A decisão mais relevante é a proibição do chamado zero rating ou acesso
patrocinado. O zero rating é um tipo de acordo entre empresas onde elas
patrocinam um acesso gratuito, porém limitado, a determinados aplicativos. O
maior representante dessa prática mundo afora é o FreeBasics.com - novo nome
para o Internet.org - encabeçado pelo Facebook. Esse projeto propõe distribuir
um acesso básico a aplicativos e páginas dos patrocinadores de forma gratuita à
população.
Se é a primeira vez que você ouve falar de zero rating, a descrição pode dar a
impressão de que essa prática é positiva. Qual o problema de fornecer acesso
patrocinado para a população, especialmente os grupos de menor poder aquisitivo?
O conflito é que esses acessos por meio das práticas de zero rating são
extremamente limitados. É de graça apenas para navegar nas páginas das empresas
que patrocinam esses acordos. E isso fere o princípio da neutralidade de redes,
pedra-de-toque de todos os avanços criados no Marco Civil da Internet.
A neutralidade de redes é o princípio que proíbe qualquer discriminação na
navegação pela web. Ao limitar o acesso a páginas e aplicativos específicos, o
zero rating discrimina o internauta supostamente beneficiado por esses pacotes,
na medida em que esses clientes não terão acesso à totalidade da Internet, mas
apenas à uma minúscula fatia do que a web pode oferecer.
Além disso, práticas como o zero rating abrem espaço para uma discriminação na
própria rede, pois gera um cenário tentador para a adoção de medidas que
privilegiem o tráfego nesses aplicativos e sites patrocinados em detrimento de
outros de igual natureza e que não pagaram aos provedores para serem entregues
com privilégio aos clientes.
O bloqueio legal às práticas de zero rating está no artigo 6o do decreto: "Para
a adequada prestação de serviços e aplicações na Internet, é permitido o
gerenciamento de redes com o objetivo de preservar sua estabilidade, segurança e
funcionalidade, utilizando-se apenas de medidas técnicas compatíveis com os
padrões internacionais, desenvolvidas para o bom funcionamento da Internet, e
observados os parâmetros regulatórios expedidos pela Anatel e consideradas as
diretrizes estabelecidas pelo CGI.br". Traduzindo: as empresas não podem adotar
nenhum medida para manipular o livre acesso à totalidade da Internet, a não ser
que haja uma justificativa técnica para esse gerenciamento. Medidas comerciais -
como o zero rating - que manobrem o acesso estão proibidas por extensão. Tchau,
zero rating.
Há um outro aspecto marcante neste parágrafo, reforçado em outros itens do
decreto: a consolidação do Comitê Gestor da Internet no Brasil (CGI.br) como
centro do qual emanam as análises para solução de eventuais controvérsias
envolvendo a gestão da web brasileira. Esse é um detalhe importante, já que
havia uma disputa visceral entre o CGI.br e a Anatel nesta questão. Na leitura
do decreto fica claro que o CGI.br venceu essa queda de braço. O que é uma boa
notícia, especialmente neste momento em que a imagem da Anatel está bastante
desgastada por conta da controvérsia envolvendo a tentativa das empresas de
mudarem o método de venda de pacotes de banda larga.

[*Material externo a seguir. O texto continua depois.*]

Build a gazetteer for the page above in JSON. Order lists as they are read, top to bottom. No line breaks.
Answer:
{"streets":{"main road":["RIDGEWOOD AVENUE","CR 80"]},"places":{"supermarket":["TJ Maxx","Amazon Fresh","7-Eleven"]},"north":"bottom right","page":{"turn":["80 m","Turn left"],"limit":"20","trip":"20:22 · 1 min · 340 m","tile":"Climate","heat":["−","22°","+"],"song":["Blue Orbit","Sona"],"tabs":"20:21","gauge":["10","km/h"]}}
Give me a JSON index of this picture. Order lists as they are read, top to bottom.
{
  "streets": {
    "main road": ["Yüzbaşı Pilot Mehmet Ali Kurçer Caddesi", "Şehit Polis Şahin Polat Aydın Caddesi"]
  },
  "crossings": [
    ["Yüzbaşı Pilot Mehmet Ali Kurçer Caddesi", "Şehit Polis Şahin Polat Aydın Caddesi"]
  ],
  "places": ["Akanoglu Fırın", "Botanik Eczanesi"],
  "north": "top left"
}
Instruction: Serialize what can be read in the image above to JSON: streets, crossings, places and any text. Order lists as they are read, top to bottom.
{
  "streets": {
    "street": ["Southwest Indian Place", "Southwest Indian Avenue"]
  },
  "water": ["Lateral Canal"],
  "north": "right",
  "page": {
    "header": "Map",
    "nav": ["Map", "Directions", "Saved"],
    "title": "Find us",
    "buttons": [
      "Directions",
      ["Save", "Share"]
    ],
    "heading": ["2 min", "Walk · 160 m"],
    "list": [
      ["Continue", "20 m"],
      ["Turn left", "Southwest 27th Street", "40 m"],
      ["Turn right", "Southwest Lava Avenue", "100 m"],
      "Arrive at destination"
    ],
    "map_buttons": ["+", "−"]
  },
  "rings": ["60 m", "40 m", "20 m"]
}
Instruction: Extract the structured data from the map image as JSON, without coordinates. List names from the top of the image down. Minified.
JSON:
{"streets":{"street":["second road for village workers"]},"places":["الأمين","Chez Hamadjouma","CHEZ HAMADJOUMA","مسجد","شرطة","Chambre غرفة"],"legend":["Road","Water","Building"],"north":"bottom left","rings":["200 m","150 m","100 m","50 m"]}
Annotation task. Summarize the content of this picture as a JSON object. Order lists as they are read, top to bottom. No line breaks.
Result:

Alguns tipos de acesso patrocinado podem sobreviver ao veto da regulamentação do
Marco Civil. É o caso, por exemplo, da parceria entre WhatsApp com a operadora
móvel TIM, em que o uso do aplicativo é gratuito para os clientes da companhia.
Para entender porque esse tipo de acordo continua sendo possível e outras
iniciativas, como o FreeBasics.com, estão proibidas é preciso analisar o
ambiente em que esse acordo está inserido.
No caso do acordo WhatsApp/TIM o que ocorre é que a franquia de dados contratada
pelo consumidor não é consumida quando ele usa o aplicativo. O acesso à Internet
continua pleno, apesar do acordo de patrocínio para a oferta de um serviço
específico de forma gratuita. O que muda é que, ao acessar qualquer outro
aplicativo ou página na web a franquia é consumida.
Reparem que esse tipo de acordo só é vantajoso para a empresa patrocinadora
graças ao modelo de venda de acesso por franquia. Fosse a oferta feita por
velocidade como ainda ocorre na banda larga fixa - não haveria vantagem alguma
para o WhatsApp patrocinar um acesso "gratuito" ao seu serviço. Sendo assim,
apesar de o princípio de acesso patrocinado do WhatsApp ser o mesmo de seu irmão
FreeBasics.com - lembrem-se que ambos pertencem ao Facebook -, o primeiro não
restringe a possibilidade de acesso amplo à Internet, enquanto o segundo sim.
Por isso a discussão sobre o modelo de comercialização da banda larga é tão
relevante. Esta é a última fronteira para assegurar completamente que nenhuma
discriminação seja praticada no acesso à Internet.
A edição do decreto regulamentando o Marco Civil é mais um passo para consolidar
as regras pioneiras adotadas pelo Brasil para reger o uso da Internet de forma a
preservar a liberdade de expressão e a multiplicidade de conteúdos na web. Assim
como a disputa entre empresas e consumidores sobre o modelo de venda de banda
larga no Brasil, outras ameaças às regras estabelecidas no Marco Civil continuam
existindo. Projetos que pretendem assegurar o direito de bloquear sites e
aplicativos já tramitam no Congresso Nacional. A regulamentação do Marco Civil,
que foi amplamente discutida com diversos setores da sociedade antes de ser
editada, é uma importante ferramenta para a proteção do livre acesso à Internet,
mas não encerra a fatura.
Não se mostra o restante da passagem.